My backpack is the perfect size for the things I regularly carry. My laptop, notebooks, and books are flat or square and can go securely in the stretchy inside-pocket. Smaller things can go in the small outside pocket. I usually have hair ties, burt’s bees, mascara, a cereal bar, and/or business cards in there. Everything else fits in the larger space: more books, a sweater, a pencil case, a flask, etc. I am a messy person but nothing gets lost. I think I could thrive and remain entertained for 2-3 days on its contents.
I can hold any strap while standing on the subway and it won’t touch the floor. This is great because I probably still wouldn’t wash it. The zippers are awesome. The color block is good for helping people understand I am not indie-goth despite my perpetually black outfits.
I hate these subway turnstiles. They are scary to look at because they seem capable of squishing humans into 20 pieces. When I googled them I found out they are informally called “iron maiden” turnstiles, after the torture device, which makes sense to me.
People take forever entering and leaving them because if you swipe and walk at a normal speed you miss the inevitable indication to swipe again (why aren’t there audibly different sounds for a successful versus failed swipe?). There’s often a line getting on the N/R at NYU because of this. If you have a large bag or a long gait you are screwed. If you push incorrectly, you can easily lose your swipe (which apparently happens very often). At the Parkside Avenue Q station there is an exit with an iron maiden turnstile and an emergency exit. Everyone uses the emergency exit.
The purported purpose of the torture-device turnstiles is to keep people from jumping them at stations that don’t have toll collectors watching, so this perceived purpose would still have to be the main consideration when creating a new turnstile.
According to wikipedia, there are about 160 subway systems in the world, so somewhere there must be a better system. Thinking of my own experiences traveling, I remember the London Underground tap-and-go as the easiest to use. In Santiago, Chile, to exit you pass through a set of small doors that open from opposite ends. I thought of what EZPass does for cars–could something similar make it as easy for traffic to flow through subway turnstiles?

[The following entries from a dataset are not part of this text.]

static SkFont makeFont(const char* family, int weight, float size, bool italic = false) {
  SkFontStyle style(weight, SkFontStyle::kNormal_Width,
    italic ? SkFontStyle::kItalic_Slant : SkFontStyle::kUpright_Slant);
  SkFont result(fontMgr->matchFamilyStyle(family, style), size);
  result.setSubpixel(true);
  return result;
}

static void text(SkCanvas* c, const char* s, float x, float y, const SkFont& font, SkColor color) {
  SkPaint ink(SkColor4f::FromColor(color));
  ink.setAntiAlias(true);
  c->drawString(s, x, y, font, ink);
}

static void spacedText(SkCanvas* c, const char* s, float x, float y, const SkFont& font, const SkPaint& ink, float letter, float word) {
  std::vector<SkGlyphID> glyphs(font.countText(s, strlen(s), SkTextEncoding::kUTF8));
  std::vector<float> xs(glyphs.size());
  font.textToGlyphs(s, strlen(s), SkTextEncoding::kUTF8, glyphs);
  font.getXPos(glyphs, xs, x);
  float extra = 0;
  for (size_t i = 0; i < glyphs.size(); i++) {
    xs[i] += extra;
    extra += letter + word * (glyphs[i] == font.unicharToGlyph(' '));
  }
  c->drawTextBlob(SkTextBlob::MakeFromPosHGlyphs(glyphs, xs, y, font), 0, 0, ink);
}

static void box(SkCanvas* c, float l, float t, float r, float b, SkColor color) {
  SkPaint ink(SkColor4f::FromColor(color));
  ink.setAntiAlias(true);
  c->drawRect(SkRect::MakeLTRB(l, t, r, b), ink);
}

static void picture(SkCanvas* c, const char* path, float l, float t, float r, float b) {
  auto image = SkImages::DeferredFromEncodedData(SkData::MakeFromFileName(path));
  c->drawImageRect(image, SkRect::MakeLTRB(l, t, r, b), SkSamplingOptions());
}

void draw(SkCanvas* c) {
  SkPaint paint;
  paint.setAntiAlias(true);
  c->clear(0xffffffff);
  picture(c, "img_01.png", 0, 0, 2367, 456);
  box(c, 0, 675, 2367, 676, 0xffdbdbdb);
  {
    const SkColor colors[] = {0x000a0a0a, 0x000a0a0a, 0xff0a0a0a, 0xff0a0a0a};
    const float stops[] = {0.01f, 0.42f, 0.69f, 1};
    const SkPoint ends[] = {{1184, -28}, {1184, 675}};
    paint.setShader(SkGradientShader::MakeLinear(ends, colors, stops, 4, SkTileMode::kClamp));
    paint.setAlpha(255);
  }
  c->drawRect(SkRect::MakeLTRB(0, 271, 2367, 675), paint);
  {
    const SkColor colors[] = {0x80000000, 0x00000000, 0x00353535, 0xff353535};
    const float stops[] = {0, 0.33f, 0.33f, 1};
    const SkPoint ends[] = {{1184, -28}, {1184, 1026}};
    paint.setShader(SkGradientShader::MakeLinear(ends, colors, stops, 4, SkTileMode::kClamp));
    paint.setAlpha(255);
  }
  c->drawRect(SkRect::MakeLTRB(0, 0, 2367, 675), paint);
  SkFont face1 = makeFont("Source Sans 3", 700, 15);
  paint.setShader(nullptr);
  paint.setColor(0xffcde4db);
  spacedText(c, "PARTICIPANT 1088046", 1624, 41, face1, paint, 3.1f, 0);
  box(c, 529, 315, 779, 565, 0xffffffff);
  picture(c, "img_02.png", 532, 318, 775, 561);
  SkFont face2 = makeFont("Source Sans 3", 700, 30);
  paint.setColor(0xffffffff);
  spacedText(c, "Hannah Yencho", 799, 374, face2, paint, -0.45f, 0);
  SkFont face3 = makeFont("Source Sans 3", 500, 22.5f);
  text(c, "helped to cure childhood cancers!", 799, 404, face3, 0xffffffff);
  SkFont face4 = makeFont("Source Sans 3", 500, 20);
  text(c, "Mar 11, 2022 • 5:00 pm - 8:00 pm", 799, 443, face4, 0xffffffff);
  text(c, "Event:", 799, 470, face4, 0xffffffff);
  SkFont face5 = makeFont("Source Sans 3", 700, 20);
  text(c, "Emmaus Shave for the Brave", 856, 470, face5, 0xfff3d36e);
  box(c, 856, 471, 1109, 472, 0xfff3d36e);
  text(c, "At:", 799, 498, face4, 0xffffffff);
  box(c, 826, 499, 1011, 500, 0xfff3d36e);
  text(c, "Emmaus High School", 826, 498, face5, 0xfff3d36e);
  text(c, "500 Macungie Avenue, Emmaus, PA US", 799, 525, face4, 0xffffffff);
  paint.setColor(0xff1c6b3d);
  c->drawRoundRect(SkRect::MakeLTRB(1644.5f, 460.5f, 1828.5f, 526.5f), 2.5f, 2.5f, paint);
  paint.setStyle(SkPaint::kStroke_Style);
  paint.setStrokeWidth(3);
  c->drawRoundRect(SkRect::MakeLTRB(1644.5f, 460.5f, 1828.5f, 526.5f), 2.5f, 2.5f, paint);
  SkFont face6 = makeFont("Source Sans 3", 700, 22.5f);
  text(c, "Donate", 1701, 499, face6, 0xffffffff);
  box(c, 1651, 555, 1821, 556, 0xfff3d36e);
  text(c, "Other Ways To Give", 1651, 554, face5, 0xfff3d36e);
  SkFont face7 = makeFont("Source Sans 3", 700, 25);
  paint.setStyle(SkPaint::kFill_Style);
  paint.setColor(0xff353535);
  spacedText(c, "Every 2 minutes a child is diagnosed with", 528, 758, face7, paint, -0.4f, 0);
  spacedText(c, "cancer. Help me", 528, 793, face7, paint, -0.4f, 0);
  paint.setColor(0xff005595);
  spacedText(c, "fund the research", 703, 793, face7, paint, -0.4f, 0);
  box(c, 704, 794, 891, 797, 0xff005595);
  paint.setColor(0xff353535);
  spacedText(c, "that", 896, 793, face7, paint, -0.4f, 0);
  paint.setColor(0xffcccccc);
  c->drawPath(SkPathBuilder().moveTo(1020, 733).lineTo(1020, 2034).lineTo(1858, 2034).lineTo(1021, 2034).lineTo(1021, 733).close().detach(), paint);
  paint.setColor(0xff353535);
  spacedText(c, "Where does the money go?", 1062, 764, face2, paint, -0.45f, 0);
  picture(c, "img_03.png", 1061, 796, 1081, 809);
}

I thought about easy things that most people keep on their person at all times anyway, and ways a tag on these items could be read when passing through to the subway to activate the turnstile. I came across some articles suggesting the MTA is already considering and testing some of these technologies.
I thought about how EZPass is so easy to use on roads, and the effect of the symbolism of the passageway. I decided to design chevron doors (or bars that could be retracted) in honor of the ancient bird goddess. EZPass made me imagine that maybe scanning would be unnecessary, and the reader could check your tag as you approached. I don’t know if this is technologically feasible, so I depicted scanners as well. There would also be a sound and light emitted as you were granted entry that’s distinct from when entry is denied, so you have more feedback as you pass through, potentially in a hurry.
Perhaps the doors could open one way on the exit side, but need a scan to enter on the entry side. Or, there could simply be a large button to open while exiting.